Records for the exercise:
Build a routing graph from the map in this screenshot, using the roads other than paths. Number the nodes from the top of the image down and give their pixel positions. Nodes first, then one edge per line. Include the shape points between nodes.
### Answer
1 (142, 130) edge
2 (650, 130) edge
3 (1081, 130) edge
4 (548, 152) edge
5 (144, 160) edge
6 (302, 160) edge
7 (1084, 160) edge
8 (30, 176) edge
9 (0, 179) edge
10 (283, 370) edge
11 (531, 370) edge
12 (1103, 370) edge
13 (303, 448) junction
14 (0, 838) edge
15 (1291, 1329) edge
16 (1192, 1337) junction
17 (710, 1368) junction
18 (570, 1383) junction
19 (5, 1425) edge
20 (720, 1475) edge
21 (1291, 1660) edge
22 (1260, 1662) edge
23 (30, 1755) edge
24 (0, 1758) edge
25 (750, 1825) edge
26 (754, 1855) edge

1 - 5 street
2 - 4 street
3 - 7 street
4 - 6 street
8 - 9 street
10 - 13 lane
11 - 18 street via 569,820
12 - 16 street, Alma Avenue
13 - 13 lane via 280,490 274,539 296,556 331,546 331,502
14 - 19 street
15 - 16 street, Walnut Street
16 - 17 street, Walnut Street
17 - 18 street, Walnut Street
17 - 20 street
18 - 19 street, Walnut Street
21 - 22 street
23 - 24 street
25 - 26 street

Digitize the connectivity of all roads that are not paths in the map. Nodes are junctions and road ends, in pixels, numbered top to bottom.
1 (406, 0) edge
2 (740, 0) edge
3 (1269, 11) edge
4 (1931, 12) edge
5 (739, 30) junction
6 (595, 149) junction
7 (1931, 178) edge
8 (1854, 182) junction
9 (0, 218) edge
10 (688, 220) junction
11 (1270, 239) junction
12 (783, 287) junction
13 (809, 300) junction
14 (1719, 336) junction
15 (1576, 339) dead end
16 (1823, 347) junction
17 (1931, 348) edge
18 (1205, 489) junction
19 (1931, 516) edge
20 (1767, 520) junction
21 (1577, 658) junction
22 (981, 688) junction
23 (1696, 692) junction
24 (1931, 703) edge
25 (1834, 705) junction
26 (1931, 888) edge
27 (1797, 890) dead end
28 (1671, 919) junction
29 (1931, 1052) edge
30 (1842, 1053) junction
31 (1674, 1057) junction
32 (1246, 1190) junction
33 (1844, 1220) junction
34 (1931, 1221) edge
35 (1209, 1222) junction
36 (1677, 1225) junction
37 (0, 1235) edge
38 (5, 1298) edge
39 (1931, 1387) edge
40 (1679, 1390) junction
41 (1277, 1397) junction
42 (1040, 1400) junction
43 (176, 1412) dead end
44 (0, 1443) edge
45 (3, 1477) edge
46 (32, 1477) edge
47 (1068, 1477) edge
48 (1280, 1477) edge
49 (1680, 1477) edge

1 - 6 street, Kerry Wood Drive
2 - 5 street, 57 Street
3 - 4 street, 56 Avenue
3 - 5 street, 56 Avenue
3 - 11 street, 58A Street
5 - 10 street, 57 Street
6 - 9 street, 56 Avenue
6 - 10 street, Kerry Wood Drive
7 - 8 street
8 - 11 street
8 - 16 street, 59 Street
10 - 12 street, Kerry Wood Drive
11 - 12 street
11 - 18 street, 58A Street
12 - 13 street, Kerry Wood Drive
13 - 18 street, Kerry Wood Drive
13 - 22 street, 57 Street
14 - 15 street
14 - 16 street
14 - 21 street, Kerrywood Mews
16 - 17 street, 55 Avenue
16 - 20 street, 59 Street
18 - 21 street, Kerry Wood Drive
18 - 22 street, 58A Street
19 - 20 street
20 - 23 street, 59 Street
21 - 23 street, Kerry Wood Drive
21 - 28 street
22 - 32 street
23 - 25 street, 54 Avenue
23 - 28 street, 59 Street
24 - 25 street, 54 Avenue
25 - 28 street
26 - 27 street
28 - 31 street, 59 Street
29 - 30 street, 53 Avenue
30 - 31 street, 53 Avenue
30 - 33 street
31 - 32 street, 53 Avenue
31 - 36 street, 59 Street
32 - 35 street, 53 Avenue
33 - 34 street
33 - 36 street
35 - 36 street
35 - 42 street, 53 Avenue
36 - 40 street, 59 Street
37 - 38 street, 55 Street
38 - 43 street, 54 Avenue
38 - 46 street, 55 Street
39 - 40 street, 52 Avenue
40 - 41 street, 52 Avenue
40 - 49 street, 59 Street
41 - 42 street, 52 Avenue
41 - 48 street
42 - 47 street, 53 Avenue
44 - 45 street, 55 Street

What is being asked:
All of the material above should be reproduced exactly.

Answer box:
Build a routing graph from the map in this screenshot, using the roads other than paths. Number the nodes from the top of the image down and give their pixel positions. Nodes first, then one edge per line. Include the shape points between nodes.
### Answer
1 (142, 130) edge
2 (650, 130) edge
3 (1081, 130) edge
4 (548, 152) edge
5 (144, 160) edge
6 (302, 160) edge
7 (1084, 160) edge
8 (30, 176) edge
9 (0, 179) edge
10 (283, 370) edge
11 (531, 370) edge
12 (1103, 370) edge
13 (303, 448) junction
14 (0, 838) edge
15 (1291, 1329) edge
16 (1192, 1337) junction
17 (710, 1368) junction
18 (570, 1383) junction
19 (5, 1425) edge
20 (720, 1475) edge
21 (1291, 1660) edge
22 (1260, 1662) edge
23 (30, 1755) edge
24 (0, 1758) edge
25 (750, 1825) edge
26 (754, 1855) edge

1 - 5 street
2 - 4 street
3 - 7 street
4 - 6 street
8 - 9 street
10 - 13 lane
11 - 18 street via 569,820
12 - 16 street, Alma Avenue
13 - 13 lane via 280,490 274,539 296,556 331,546 331,502
14 - 19 street
15 - 16 street, Walnut Street
16 - 17 street, Walnut Street
17 - 18 street, Walnut Street
17 - 20 street
18 - 19 street, Walnut Street
21 - 22 street
23 - 24 street
25 - 26 street

Digitize the connectivity of all roads that are not paths in the map. Nodes are junctions and road ends, in pixels, numbered top to bottom.
1 (406, 0) edge
2 (740, 0) edge
3 (1269, 11) edge
4 (1931, 12) edge
5 (739, 30) junction
6 (595, 149) junction
7 (1931, 178) edge
8 (1854, 182) junction
9 (0, 218) edge
10 (688, 220) junction
11 (1270, 239) junction
12 (783, 287) junction
13 (809, 300) junction
14 (1719, 336) junction
15 (1576, 339) dead end
16 (1823, 347) junction
17 (1931, 348) edge
18 (1205, 489) junction
19 (1931, 516) edge
20 (1767, 520) junction
21 (1577, 658) junction
22 (981, 688) junction
23 (1696, 692) junction
24 (1931, 703) edge
25 (1834, 705) junction
26 (1931, 888) edge
27 (1797, 890) dead end
28 (1671, 919) junction
29 (1931, 1052) edge
30 (1842, 1053) junction
31 (1674, 1057) junction
32 (1246, 1190) junction
33 (1844, 1220) junction
34 (1931, 1221) edge
35 (1209, 1222) junction
36 (1677, 1225) junction
37 (0, 1235) edge
38 (5, 1298) edge
39 (1931, 1387) edge
40 (1679, 1390) junction
41 (1277, 1397) junction
42 (1040, 1400) junction
43 (176, 1412) dead end
44 (0, 1443) edge
45 (3, 1477) edge
46 (32, 1477) edge
47 (1068, 1477) edge
48 (1280, 1477) edge
49 (1680, 1477) edge

1 - 6 street, Kerry Wood Drive
2 - 5 street, 57 Street
3 - 4 street, 56 Avenue
3 - 5 street, 56 Avenue
3 - 11 street, 58A Street
5 - 10 street, 57 Street
6 - 9 street, 56 Avenue
6 - 10 street, Kerry Wood Drive
7 - 8 street
8 - 11 street
8 - 16 street, 59 Street
10 - 12 street, Kerry Wood Drive
11 - 12 street
11 - 18 street, 58A Street
12 - 13 street, Kerry Wood Drive
13 - 18 street, Kerry Wood Drive
13 - 22 street, 57 Street
14 - 15 street
14 - 16 street
14 - 21 street, Kerrywood Mews
16 - 17 street, 55 Avenue
16 - 20 street, 59 Street
18 - 21 street, Kerry Wood Drive
18 - 22 street, 58A Street
19 - 20 street
20 - 23 street, 59 Street
21 - 23 street, Kerry Wood Drive
21 - 28 street
22 - 32 street
23 - 25 street, 54 Avenue
23 - 28 street, 59 Street
24 - 25 street, 54 Avenue
25 - 28 street
26 - 27 street
28 - 31 street, 59 Street
29 - 30 street, 53 Avenue
30 - 31 street, 53 Avenue
30 - 33 street
31 - 32 street, 53 Avenue
31 - 36 street, 59 Street
32 - 35 street, 53 Avenue
33 - 34 street
33 - 36 street
35 - 36 street
35 - 42 street, 53 Avenue
36 - 40 street, 59 Street
37 - 38 street, 55 Street
38 - 43 street, 54 Avenue
38 - 46 street, 55 Street
39 - 40 street, 52 Avenue
40 - 41 street, 52 Avenue
40 - 49 street, 59 Street
41 - 42 street, 52 Avenue
41 - 48 street
42 - 47 street, 53 Avenue
44 - 45 street, 55 Street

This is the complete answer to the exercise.